As the yoga class ended and students began making their way onto the balcony outside, Sid and Serena sat up on their mats. Reaching over, Sid took her hand in his.
“So . . . ,” he said with a playfulness in his expression, but a genuine concern, too. “You think I am trapped in ways of thinking that no longer serve me well?”
Serena drew his hand closer, folding it between hers. “You are the kindest of men, Sid.” She glanced down. “Sometimes I just think you are maybe too trusting.”
There was a pause before he nodded. “This is about the Wazirs.”
“Sid—”
“They’re still her grandparents, whatever else happened between them and me.”
“I know that. You’ve been very honorable.”
“It’s not about honor. It’s about Zahra having a normal relationship with her grandparents and a link to her mother.”
“Which I would never want to interfere with.” Serena looked back at him. I could see the anguish in her eyes.
“Well, then . . .” Sid shrugged. Withdrawing his hand from hers, he rose to his feet, turned around, and began to roll up his yoga mat.
“I know you worry about me being taken advantage of, and I am touched that you do.” He reached out and traced her cheek with his forefinger. “But you have no need to be concerned, my darling. It’s right that Zahra should stay in touch with the Wazirs, but they have nothing to do with you and me and our life together. They live in a different world.”
Padding along the upstairs corridor that evening, after my return from the yoga studio, I paused outside the executive assistants’ office. Tenzin was behind his desk and on the phone—he would sometimes stay late to make international calls. Whatever he was talking about seemed to engage him. There was a sparkle in his eyes. Wobbling into the office, I hopped onto the empty desk on the other side of the room. Until the year before, this desk had belonged to Chogyal, His Holiness’s adviser on monastic matters. But Chogyal’s untimely death had left a vacancy that, despite many interviews, had so far been impossible to fill.

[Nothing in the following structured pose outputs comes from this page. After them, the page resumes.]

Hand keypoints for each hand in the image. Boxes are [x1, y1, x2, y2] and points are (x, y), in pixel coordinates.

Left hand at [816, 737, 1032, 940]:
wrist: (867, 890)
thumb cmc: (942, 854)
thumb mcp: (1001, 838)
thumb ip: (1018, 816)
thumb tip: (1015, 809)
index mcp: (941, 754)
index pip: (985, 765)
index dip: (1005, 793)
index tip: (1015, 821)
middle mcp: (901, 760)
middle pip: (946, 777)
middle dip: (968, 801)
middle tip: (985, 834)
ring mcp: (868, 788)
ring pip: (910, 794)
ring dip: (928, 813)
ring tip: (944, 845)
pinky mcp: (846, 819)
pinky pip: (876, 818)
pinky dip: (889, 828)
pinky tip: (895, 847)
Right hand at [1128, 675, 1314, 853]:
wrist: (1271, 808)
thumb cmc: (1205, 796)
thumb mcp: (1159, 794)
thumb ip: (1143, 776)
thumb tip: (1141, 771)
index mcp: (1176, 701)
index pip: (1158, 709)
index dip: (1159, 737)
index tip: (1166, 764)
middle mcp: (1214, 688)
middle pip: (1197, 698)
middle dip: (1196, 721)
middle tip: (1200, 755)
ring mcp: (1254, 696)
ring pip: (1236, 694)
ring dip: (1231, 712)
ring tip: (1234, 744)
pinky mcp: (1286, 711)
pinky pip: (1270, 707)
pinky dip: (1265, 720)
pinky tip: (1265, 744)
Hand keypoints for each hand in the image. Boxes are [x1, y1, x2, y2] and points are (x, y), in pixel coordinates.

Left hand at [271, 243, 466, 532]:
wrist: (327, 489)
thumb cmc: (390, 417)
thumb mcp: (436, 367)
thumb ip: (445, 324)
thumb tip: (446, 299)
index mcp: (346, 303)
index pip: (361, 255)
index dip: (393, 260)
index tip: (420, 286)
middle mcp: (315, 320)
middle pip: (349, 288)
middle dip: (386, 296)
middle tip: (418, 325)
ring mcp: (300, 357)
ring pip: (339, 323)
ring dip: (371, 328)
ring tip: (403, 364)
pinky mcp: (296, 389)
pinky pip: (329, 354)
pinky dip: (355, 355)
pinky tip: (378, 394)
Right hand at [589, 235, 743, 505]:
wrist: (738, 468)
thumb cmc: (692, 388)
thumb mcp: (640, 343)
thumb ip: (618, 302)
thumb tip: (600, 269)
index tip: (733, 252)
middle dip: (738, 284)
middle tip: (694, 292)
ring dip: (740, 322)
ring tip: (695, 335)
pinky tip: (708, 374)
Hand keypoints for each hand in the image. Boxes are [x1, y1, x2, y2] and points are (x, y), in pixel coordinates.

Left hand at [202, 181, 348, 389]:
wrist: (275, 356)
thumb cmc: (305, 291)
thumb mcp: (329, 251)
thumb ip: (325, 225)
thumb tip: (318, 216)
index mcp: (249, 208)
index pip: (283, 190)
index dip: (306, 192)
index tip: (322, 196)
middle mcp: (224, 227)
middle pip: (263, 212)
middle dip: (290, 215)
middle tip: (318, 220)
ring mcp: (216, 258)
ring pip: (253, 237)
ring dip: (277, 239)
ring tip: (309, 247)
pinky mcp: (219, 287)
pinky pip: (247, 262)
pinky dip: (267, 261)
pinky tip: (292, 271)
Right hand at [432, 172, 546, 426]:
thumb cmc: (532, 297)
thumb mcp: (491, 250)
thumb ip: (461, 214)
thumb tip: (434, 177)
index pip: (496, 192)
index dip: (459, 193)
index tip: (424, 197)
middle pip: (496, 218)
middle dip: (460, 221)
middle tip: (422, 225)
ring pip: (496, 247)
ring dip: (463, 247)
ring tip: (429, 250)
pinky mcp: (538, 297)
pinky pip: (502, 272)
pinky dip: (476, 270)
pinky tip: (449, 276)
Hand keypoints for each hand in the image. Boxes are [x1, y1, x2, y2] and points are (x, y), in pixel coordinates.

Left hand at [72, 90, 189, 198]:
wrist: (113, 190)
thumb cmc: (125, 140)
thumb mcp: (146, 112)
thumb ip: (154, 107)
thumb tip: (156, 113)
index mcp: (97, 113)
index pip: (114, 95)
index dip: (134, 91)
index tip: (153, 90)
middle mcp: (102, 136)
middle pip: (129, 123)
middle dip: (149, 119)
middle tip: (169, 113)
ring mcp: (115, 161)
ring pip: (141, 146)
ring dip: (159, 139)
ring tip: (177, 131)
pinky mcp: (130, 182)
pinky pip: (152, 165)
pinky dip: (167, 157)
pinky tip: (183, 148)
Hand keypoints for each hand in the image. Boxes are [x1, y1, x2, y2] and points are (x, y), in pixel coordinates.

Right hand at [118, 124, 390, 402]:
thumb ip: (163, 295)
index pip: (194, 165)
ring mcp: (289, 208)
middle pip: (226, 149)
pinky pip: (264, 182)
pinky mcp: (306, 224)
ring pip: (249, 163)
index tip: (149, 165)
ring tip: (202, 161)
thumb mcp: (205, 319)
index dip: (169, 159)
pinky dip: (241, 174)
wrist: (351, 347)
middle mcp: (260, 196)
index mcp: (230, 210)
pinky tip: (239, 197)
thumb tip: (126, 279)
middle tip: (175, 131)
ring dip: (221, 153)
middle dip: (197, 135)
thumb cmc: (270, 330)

“Well, HHC!” Tenzin beamed as he put down the phone. “You’re becoming quite the celebrity!”
At that very moment, the Dalai Lama stepped into the room.
“That was the producer of this afternoon’s interview, Your Holiness,” Tenzin said as he gestured toward his phone. “With a request.”
His Holiness raised his eyebrows in surprise and came over to where I was sitting on Chogyal’s desk. I flopped over to my side, stretching my paws out in front and behind me as far as they would go, offering the full curve of my fluffy white tummy for him to stroke.
“They were planning to cut HHC out of the interview and record a different ending,” Tenzin continued. “But when everyone in the editing suite saw her, they loved the segment and are insisting she be kept in. They are requesting your permission to show the whole thing, unedited.”
The Dalai Lama shrugged, unconcerned, as he leaned over to stroke my luxuriant tummy. “You see, all sentient beings can create happiness. Look at this little one. She will help more people to learn about loving-kindness than most beings on Earth. She will also make many people laugh.”
“Her methods are certainly . . . unorthodox,” observed Tenzin.
“Spontaneous. Delightful.” His Holiness chuckled. “Soon, I think, this cat will be more famous than the lama.”
CHAPTER THREE
Are you regularly mean to someone? Do you belittle a particular person quite frequently? This may seem a strange question. Readers of a more sensitive nature may be offended that I am even asking.